不同的资本又有不同的属性和利益诉求,管理层是大股东又是小股东的代理人。向学员多收学费、对教师少付课时费,赚到的大批钱财化作管理层丰厚的收入和股东们的分红。最近三个年度,管理费用分别为1.63亿元、2.08亿元和3.03亿元。新东方2006财年管理费用占到总收入的39.3%,其中发给管理层的“股权激励”折算金额达6446万元。此外,近三个财年的分红金额分别达到2730万元、6548万元和6427万元。上市后,管理层的工资、奖励只会更加丰厚,股东分红却不见得有上市前大方,这主要取决于资本和知本两种力量的平衡。俞敏洪曾表示想把新东方办成中国最好的私立大学,对呆板的中国教育体制做个补充。在他心目中,私立大学“代表了很高的办学境界和理念”,但他不会不知道主流的私立大学都是非赢利的,从哈佛、耶鲁、斯坦福、哥伦比亚、普林斯顿到MIT……更不可能是上市公司。据统计,美国非赢利和赢利性质的私立高校分别为2307所和2584所。赢利性高校的学术贡献与非赢利性高校的根本没有可比性。哈佛大学校长可能还不及俞敏洪富有,但2001年哈佛得到的捐赠达到6.83亿美元!
悖论三:成也政策、败也政策
新东方这类外语考前辅导学校的兴起和发展,靠的是发达国家的留学政策和我国“考级”政策。一位从新东方离去的前高层,痛陈语言培训机构“缺乏创新和自主研发教材,重复类似的讲义,甚至重复着类似的调侃、煽情故事”。但不这样又能怎么样呢?是你跟着托福、GRE跑,还是美国方面根据你自主研发的成果修改试题?2001年,新东方经历了险些使之倒闭的“ETS事件”:美国ETS(美国教育考试服务机构)起诉新东方侵犯ETS的托福、GRE、GMAT考题的知识版权、窃取题库试题,要求巨额赔偿并威胁将关闭在中国的托福、GRE等考试。

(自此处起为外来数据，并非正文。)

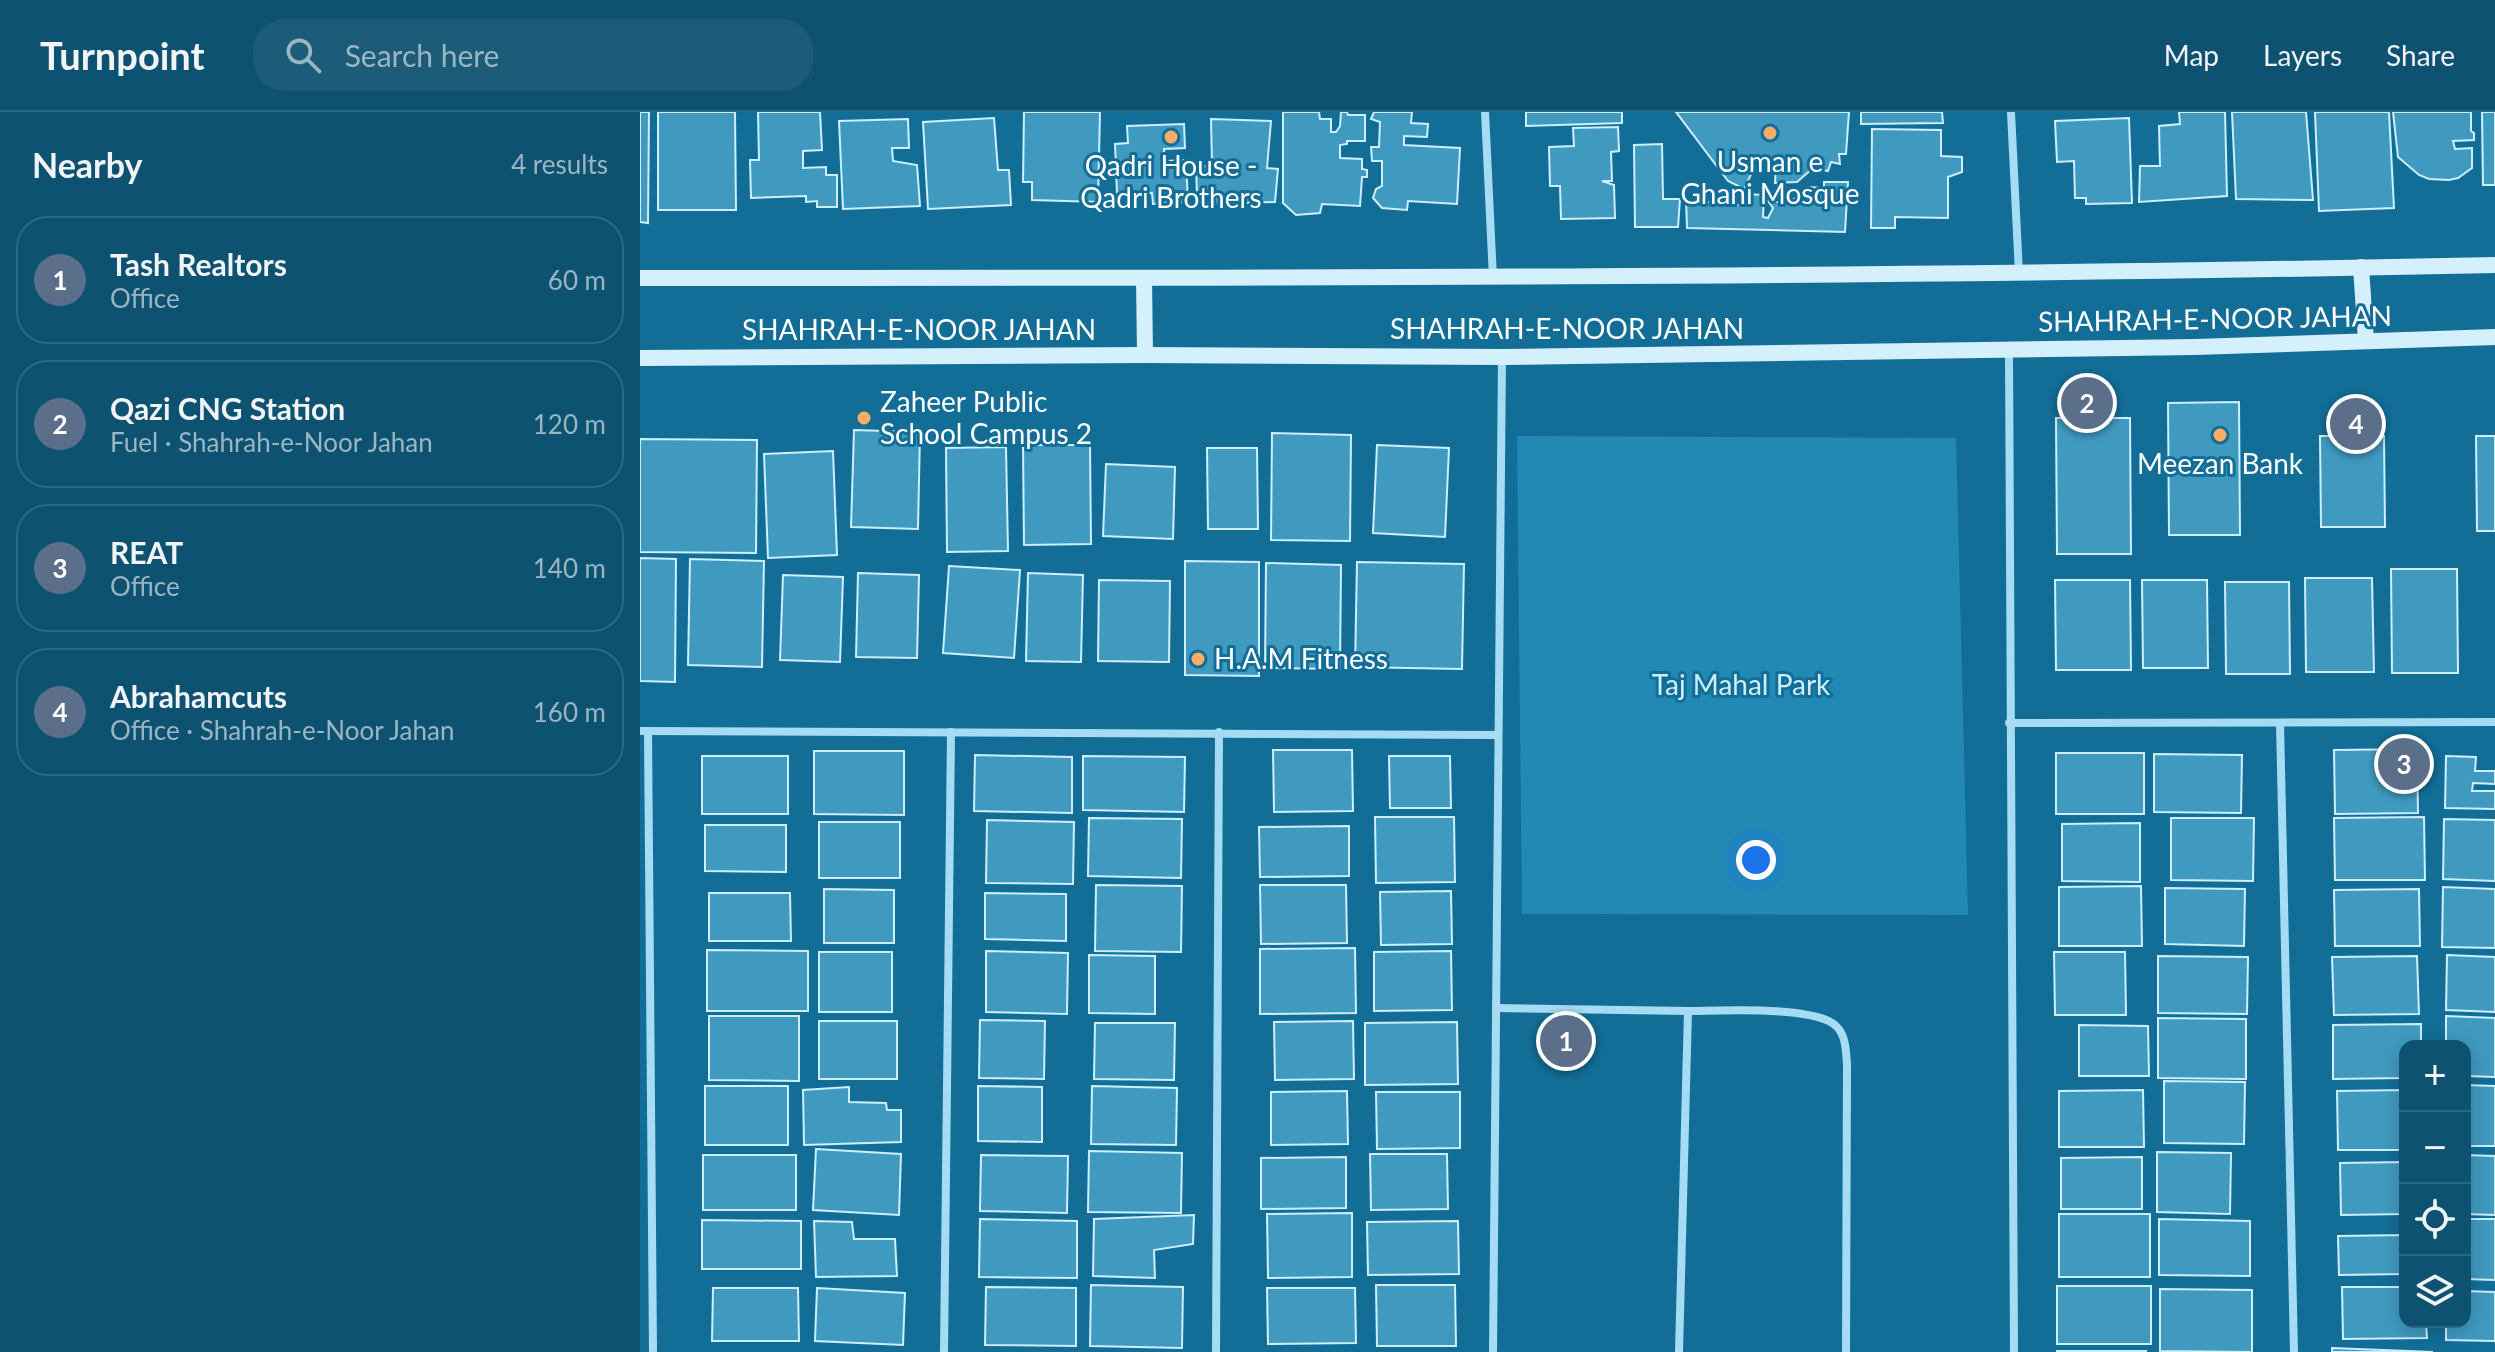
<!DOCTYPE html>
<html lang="en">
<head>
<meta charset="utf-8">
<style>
	body { margin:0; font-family:Lato,sans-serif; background:#1c5c79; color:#f1f3f6 }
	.controls { position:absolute; right:24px; bottom:24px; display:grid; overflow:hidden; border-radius:16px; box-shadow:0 4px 20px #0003 }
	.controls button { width:72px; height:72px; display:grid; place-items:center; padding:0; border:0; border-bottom:2px solid #2e6984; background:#0e5271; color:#f1f3f6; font:40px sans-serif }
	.you { position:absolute; left:1116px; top:748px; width:28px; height:28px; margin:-20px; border:6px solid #fff; border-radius:50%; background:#1a73e8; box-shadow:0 0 0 12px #1a73e833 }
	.badge { display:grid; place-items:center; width:52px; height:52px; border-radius:50%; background:#ffac66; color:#fff; font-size:26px; font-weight:700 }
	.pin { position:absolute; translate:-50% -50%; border:4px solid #fff; box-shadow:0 2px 8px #0006 }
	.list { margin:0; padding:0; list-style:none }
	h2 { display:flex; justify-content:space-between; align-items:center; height:104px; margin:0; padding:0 32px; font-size:34px }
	h2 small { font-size:26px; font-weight:400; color:#9bb6c3 }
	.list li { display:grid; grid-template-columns:52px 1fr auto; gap:24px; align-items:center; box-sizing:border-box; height:128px; margin:0 16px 16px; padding:0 16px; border:2px solid #2e6984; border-radius:32px }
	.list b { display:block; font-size:30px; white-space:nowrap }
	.list p { margin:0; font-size:26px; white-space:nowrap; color:#9bb6c3 }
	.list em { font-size:26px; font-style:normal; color:#9bb6c3 }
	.icon { flex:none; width:44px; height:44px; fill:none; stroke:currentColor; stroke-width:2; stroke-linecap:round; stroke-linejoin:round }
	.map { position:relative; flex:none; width:1855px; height:1240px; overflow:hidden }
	header { display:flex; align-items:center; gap:48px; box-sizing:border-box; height:112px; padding:0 40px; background:#0e5271; border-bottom:2px solid #2e6984 }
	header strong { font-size:38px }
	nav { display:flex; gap:44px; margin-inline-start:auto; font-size:28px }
	.search { width:560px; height:72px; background:#1c5c79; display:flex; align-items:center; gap:20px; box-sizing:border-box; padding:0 28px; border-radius:32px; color:#9bb6c3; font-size:30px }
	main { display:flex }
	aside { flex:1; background:#0e5271 }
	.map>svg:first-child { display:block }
	.green { fill:#2289b4 }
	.building { fill:#409ac0; stroke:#cceffd; stroke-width:2 }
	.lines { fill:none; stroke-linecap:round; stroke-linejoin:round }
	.minor { stroke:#a5dcf3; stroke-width:8 }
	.secondary { stroke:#d4f0fc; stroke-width:16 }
	.poi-dot { fill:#ffac66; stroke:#136e97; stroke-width:3 }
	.labels { text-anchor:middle; stroke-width:6; stroke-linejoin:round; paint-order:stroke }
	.poi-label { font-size:28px; fill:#fff; stroke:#136e97 }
	.street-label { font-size:28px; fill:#fff; stroke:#136e97 }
	.park-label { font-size:28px; fill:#cceffd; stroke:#136e97 }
</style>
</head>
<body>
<header>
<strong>Turnpoint</strong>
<div class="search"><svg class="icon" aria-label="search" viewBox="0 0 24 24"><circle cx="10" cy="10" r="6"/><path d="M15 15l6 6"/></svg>Search here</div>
<nav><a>Map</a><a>Layers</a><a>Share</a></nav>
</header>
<main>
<aside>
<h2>Nearby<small>4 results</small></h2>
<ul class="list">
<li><span class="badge" style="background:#5c6f8a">1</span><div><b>Tash Realtors</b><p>Office</p></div><em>60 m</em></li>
<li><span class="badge" style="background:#5c6f8a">2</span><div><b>Qazi CNG Station</b><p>Fuel · Shahrah-e-Noor Jahan</p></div><em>120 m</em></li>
<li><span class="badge" style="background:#5c6f8a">3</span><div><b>REAT</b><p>Office</p></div><em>140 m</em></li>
<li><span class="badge" style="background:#5c6f8a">4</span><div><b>Abrahamcuts</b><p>Office · Shahrah-e-Noor Jahan</p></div><em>160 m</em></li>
</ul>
</aside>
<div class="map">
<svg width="1855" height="1240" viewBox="0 0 1855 1240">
	<rect width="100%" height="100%" fill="#136e97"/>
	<!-- green -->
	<polygon class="green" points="877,324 1316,326 1328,803 882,802"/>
	<!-- building -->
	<g class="building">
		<polygon points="0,0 9,0 8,111 0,110"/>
		<polygon points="18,0 95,0 96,98 18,98"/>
		<polygon points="118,0 180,0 182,38 163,39 163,56 186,55 186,63 197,63 197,95 177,95 177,89 166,90 166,84 111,86 110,48 119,48"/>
		<polygon points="384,0 460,0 458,90 392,88 392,70 383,70"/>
		<polygon points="643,0 679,0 680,7 691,7 691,20 696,20 700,14 701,0 707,0 708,3 725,3 725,29 707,29 707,32 700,33 700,46 722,47 722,57 727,58 727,65 722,65 720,94 682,92 680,101 656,103 643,91"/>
		<polygon points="734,0 772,0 771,11 788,12 787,25 764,24 764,33 820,36 817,92 768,89 767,98 742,96 733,86 736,77 742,74 742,49 732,49 731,35 739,35 740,10 731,7"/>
		<polygon points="886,0 982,0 982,11 886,14"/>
		<polygon points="1036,0 1209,0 1206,42 1199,42 1200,52 1191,50 1188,59 1173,56 1157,70 1135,71 1136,53 1116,52 1104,77 1088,69"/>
		<polygon points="1221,0 1302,0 1303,11 1221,12"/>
		<polygon points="1539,0 1585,0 1587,84 1499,90 1500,54 1520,54 1519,14 1540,12"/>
		<polygon points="1592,0 1666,0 1673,88 1596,87"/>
		<polygon points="1675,0 1749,0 1754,96 1679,99"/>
		<polygon points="1753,0 1831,0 1831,19 1834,21 1834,28 1813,29 1815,37 1832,36 1832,56 1818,66 1809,68 1789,67 1779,63 1758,45"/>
		<polygon points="1842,0 1855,0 1855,73 1843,73"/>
		<polygon points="354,6 358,58 369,58 371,93 288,97 283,10"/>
		<polygon points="1489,6 1492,91 1446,92 1446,86 1435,86 1434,49 1417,50 1415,9"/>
		<polygon points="268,7 269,36 252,36 253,49 277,53 280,94 203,97 199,9"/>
		<polygon points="571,7 631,9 627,56 638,57 635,90 578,92 576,82 557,84 556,55 572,54"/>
		<polygon points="544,12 545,36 524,37 525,49 546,48 548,90 513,92 512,81 477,82 475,32 488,31 487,14"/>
		<polygon points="978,15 979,39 971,40 972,69 962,69 974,73 975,106 921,107 920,74 910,74 909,35 934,34 933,16"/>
		<polygon points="1232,17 1301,18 1301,44 1322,45 1322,60 1308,65 1308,106 1255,105 1255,116 1231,116"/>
		<polygon points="1022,32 1023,87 1040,87 1038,115 995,115 994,33"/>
		<polygon points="1184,70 1208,70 1205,120 1047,116 1046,88 1100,93 1106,82 1124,83 1123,105 1128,106 1133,96 1128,89 1149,91 1168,75 1184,76"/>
		<polygon points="1599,290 1600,423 1529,423 1528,291"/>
		<polygon points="1416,306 1490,306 1491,442 1417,442"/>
		<polygon points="214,318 280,320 278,417 211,415"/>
		<polygon points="632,321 711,323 710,429 631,428"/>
		<polygon points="1680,324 1744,324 1745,415 1681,415"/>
		<polygon points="1836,324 1855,324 1855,419 1837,419"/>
		<polygon points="0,327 117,328 116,441 0,440"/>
		<polygon points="383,333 450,333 451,432 384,433"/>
		<polygon points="737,333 809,336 805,425 733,421"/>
		<polygon points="366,335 368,439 307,440 306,336"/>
		<polygon points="567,336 617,336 618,417 568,417"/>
		<polygon points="193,339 197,443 128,446 124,342"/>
		<polygon points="466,352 535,355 533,427 463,424"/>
		<polygon points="0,446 36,447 35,570 0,569"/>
		<polygon points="50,447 124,449 122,555 48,553"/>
		<polygon points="545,449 619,450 619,564 545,563"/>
		<polygon points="717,450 824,452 822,557 715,555"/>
		<polygon points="626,451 701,453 700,557 625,556"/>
		<polygon points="309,454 380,458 374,546 303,541"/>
		<polygon points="1751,457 1817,457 1818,561 1752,561"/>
		<polygon points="218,461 279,463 277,546 216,545"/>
		<polygon points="388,461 443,463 441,550 386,549"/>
		<polygon points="143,463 203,465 200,550 140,548"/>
		<polygon points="1665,466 1732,466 1734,560 1666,560"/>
		<polygon points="459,468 530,469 529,550 458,549"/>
		<polygon points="1415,468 1490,468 1491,558 1416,558"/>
		<polygon points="1502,468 1567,468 1568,556 1503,556"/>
		<polygon points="1585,470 1649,470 1650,562 1586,562"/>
		<polygon points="1777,637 1778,701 1695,702 1694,638"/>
		<polygon points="633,638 712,638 713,699 634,700"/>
		<polygon points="174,639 264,639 264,703 174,702"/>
		<rect x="1416" y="641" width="88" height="61"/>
		<polygon points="1514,642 1602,643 1601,701 1514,700"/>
		<polygon points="335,643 432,645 432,701 334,699"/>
		<rect x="62" y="644" width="86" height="58"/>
		<polygon points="443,644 545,645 544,700 443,698"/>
		<polygon points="749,644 810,644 811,696 750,696"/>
		<polygon points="1806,644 1836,645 1835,659 1855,659 1855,672 1833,671 1832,679 1855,679 1855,697 1805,696"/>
		<polygon points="735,705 814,705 815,770 736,771"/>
		<polygon points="1784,705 1785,768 1695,768 1694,706"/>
		<polygon points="449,706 542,707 541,766 448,764"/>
		<polygon points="1531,706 1614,706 1613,769 1531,768"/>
		<polygon points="1804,707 1855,708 1855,769 1803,767"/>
		<polygon points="347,708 434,710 433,772 346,771"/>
		<rect x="179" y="710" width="81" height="56"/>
		<polygon points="1500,711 1500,770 1422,769 1422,712"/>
		<polygon points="65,713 146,713 146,760 65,759"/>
		<polygon points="709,714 709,764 620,765 619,715"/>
		<polygon points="456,773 542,774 541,840 455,839"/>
		<polygon points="620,773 706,773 707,831 621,832"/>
		<polygon points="1501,774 1502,834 1419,834 1419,775"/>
		<polygon points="1803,775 1855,777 1855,836 1802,835"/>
		<polygon points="1525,776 1605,777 1604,834 1525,832"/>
		<polygon points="184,777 254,778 254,831 184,831"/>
		<polygon points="1779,777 1780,834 1695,834 1694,778"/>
		<polygon points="811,779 812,832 741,833 740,780"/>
		<polygon points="69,781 150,781 151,829 69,829"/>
		<polygon points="345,781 426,782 426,829 345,827"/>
		<polygon points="715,836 716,901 620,902 620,837"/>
		<polygon points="67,838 168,839 168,899 67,899"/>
		<polygon points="346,839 428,841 427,902 346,900"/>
		<polygon points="811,839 812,898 734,899 734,840"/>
		<rect x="179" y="840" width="73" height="60"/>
		<polygon points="1414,840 1485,840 1486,903 1415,903"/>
		<polygon points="449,843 515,844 515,902 449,901"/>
		<polygon points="1807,843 1855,845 1855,900 1806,898"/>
		<polygon points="1518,844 1608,845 1607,902 1518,901"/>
		<polygon points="1777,844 1779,902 1694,903 1692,845"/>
		<polygon points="69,904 159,904 159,969 69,968"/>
		<polygon points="1806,904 1855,906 1855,965 1825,964 1825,934 1806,934"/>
		<polygon points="1518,906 1606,907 1606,967 1518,966"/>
		<polygon points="340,908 405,909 404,967 339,966"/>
		<rect x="179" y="909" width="78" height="58"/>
		<polygon points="713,909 714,967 635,968 634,910"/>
		<polygon points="817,910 818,972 725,973 725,911"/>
		<polygon points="455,911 535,911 534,968 454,967"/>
		<polygon points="1781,912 1781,934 1765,934 1765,966 1693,967 1693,913"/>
		<polygon points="1439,913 1508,914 1509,964 1439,964"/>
		<polygon points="1524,969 1605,970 1604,1032 1524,1031"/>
		<polygon points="1825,973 1855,974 1855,1034 1825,1034"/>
		<rect x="65" y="974" width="83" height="59"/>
		<polygon points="338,974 402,975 402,1030 338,1029"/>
		<polygon points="452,974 537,976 536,1033 451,1032"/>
		<polygon points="209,975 209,990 246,991 247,998 261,998 261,1030 164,1033 163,978"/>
		<polygon points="1503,978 1504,1035 1419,1035 1419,979"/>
		<polygon points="1765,978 1765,1038 1698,1038 1697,979"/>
		<polygon points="707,979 708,1032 631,1033 631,980"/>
		<polygon points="736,980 820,980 820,1036 737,1037"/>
		<polygon points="176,1037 261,1042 259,1103 173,1098"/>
		<polygon points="449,1039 542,1041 541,1101 448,1100"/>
		<polygon points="1517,1040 1591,1041 1590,1102 1517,1100"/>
		<polygon points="730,1042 807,1042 808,1097 731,1098"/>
		<rect x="63" y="1043" width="93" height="55"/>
		<polygon points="341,1043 428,1044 427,1101 340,1099"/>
		<polygon points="1825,1043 1855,1044 1855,1103 1825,1102"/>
		<polygon points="706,1045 706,1096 621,1097 621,1046"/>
		<polygon points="1502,1045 1502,1097 1421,1097 1421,1046"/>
		<polygon points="1765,1050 1765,1102 1701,1103 1700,1051"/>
		<polygon points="712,1101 712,1165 628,1166 627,1102"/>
		<rect x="1419" y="1102" width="91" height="63"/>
		<polygon points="554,1103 553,1132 514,1138 515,1166 453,1164 454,1107"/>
		<polygon points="340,1107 437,1109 437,1166 339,1165"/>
		<polygon points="1519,1107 1610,1109 1610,1164 1519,1163"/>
		<polygon points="1825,1107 1855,1107 1855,1168 1825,1167"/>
		<polygon points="62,1108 161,1109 161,1157 62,1157"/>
		<polygon points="174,1109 212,1110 214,1127 255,1127 257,1164 176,1165"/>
		<polygon points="818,1109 819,1162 728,1163 727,1110"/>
		<polygon points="1765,1123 1765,1162 1699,1163 1698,1124"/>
		<polygon points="451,1173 543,1175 542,1236 450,1234"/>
		<polygon points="736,1173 815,1173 816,1234 737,1234"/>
		<rect x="1417" y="1174" width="94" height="58"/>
		<polygon points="346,1175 436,1176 436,1234 345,1233"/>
		<polygon points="1702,1175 1765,1175 1765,1210 1786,1210 1787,1226 1703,1227"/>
		<polygon points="73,1176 158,1176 159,1229 72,1229"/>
		<polygon points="177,1176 265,1181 263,1233 175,1229"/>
		<polygon points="627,1176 715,1176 716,1231 628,1232"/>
		<polygon points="1520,1177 1612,1178 1612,1240 1520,1239"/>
		<polygon points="1825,1179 1855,1180 1855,1229 1806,1228 1806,1210 1825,1210"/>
		<polygon points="1692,1236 1793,1240 1692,1240"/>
		<rect x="1417" y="1239" width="89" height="1"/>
	</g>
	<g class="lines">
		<!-- minor -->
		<g class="minor">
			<polyline points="845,0 853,166"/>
			<polyline points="1371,0 1379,162"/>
			<polyline points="1369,238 1374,1240"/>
			<polyline points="1369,611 1855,610"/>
			<polyline points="1640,611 1654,1240"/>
			<polyline points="0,619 858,623"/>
			<polyline points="8,619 13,1240"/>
			<polyline points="856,896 1048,899 1039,1240"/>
			<path d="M1048 899C1078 899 1178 893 1197 915 1206 924 1206 940 1207 952L1206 1240"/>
			<polyline points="304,1240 311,620"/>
			<polyline points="576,1240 579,620"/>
			<polyline points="853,1240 862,245"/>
		</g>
		<!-- secondary -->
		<g class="secondary">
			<polyline points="1721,155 1726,229"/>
			<path d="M0 166C618 166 1237 166 1855 153"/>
			<polyline points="504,166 505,243"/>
			<polyline points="0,246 505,243 862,245 1555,235 1855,225"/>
		</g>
	</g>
	<!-- markers -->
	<g class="poi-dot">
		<circle cx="1130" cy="21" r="8"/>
		<circle cx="531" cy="25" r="8"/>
		<circle cx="224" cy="306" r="8"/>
		<circle cx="1580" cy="323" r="8"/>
		<circle cx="558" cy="547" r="8"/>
	</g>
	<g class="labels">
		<!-- poi labels -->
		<g class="poi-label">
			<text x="1130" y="60">Usman e<tspan x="1130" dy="32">Ghani Mosque</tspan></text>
			<text x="531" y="64">Qadri House -<tspan x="531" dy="32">Qadri Brothers</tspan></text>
			<text x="240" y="300" text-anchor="start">Zaheer Public<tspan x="240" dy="32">School Campus 2</tspan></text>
			<text x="1580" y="362">Meezan Bank</text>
			<text x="574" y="557" text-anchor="start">H.A.M Fitness</text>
		</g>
		<!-- street labels -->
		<g class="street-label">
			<text transform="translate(1575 207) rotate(-1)" y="10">SHAHRAH-E-NOOR JAHAN</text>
			<text x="927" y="227">SHAHRAH-E-NOOR JAHAN</text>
			<text x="279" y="228">SHAHRAH-E-NOOR JAHAN</text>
		</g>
		<!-- park labels -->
		<g class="park-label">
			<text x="1101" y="583">Taj Mahal Park</text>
		</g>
	</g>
</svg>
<div class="controls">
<button>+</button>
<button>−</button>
<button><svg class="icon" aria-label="locate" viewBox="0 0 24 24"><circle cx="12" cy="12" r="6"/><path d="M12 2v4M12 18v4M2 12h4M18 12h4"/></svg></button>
<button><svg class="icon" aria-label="layers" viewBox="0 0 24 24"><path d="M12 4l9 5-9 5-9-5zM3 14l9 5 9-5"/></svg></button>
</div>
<div class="you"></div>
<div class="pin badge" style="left:926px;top:929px;background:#5c6f8a">1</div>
<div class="pin badge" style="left:1447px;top:291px;background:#5c6f8a">2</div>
<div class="pin badge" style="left:1764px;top:652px;background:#5c6f8a">3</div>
<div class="pin badge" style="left:1716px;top:312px;background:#5c6f8a">4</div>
</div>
</main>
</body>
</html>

现在,可能导致众多美国大学放弃采用SAT(一种高校入学考试)的争论正在进行,新东方的这项培训面临无疾而终。2005年,教育部对大学英语四、六级考试政策作出了调整:报名资格将被限于大学在校生。虽然该规定2007年起才会执行,但新东方四、六级培训班人数已经剧降22%。可见,即使新东方这样的龙头老大也只能被动地以相关政策为导向。
踏遍青山人未老,44岁的俞敏洪已经着手改变新东方单一外语培训学校的形象,将业务拓展到了职业教育、基础教育、IT培训、网络、出版等诸多领域。一个覆盖所有年龄段(从学前班到老年班)、囊括各种学习形式(学制有长有短、可脱产、可在职)、利用各种媒介(面授、网上、光盘、书籍等)的教育“通吃”计划已经启动。这将是俞敏洪和新东方未来的“崇高”出路。